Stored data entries
------------

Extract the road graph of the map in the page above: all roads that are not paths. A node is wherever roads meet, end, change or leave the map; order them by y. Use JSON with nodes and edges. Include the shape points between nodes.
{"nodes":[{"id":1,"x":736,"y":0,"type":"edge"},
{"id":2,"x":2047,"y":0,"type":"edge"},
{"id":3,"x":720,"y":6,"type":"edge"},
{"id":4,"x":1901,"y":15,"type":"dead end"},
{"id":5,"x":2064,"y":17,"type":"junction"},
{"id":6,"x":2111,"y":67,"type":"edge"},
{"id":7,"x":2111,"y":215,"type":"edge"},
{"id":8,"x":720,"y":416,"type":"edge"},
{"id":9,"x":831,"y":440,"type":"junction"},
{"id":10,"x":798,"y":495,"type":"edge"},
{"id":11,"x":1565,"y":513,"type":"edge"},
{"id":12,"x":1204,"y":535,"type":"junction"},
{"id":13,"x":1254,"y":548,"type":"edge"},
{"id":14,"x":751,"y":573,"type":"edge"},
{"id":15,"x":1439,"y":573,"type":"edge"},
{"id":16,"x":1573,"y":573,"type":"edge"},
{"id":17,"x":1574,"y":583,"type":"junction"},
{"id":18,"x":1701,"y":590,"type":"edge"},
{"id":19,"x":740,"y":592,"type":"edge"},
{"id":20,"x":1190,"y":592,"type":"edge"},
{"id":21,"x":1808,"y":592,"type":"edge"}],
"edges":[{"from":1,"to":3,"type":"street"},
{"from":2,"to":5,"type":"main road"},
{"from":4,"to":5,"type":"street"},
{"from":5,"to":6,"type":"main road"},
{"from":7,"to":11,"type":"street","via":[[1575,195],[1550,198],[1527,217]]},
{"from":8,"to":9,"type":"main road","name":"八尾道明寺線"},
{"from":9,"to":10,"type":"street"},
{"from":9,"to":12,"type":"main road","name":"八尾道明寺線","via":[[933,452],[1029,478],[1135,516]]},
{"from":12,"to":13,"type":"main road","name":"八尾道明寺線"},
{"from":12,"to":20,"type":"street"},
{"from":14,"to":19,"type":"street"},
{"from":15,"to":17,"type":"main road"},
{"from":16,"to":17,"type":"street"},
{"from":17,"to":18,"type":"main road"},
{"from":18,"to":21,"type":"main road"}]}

------------

- WHAT TO WORK ON
When a line of the entries above contains the word "edges", include it in a tally, then give that tally alone.

- RESPONSE AREA
2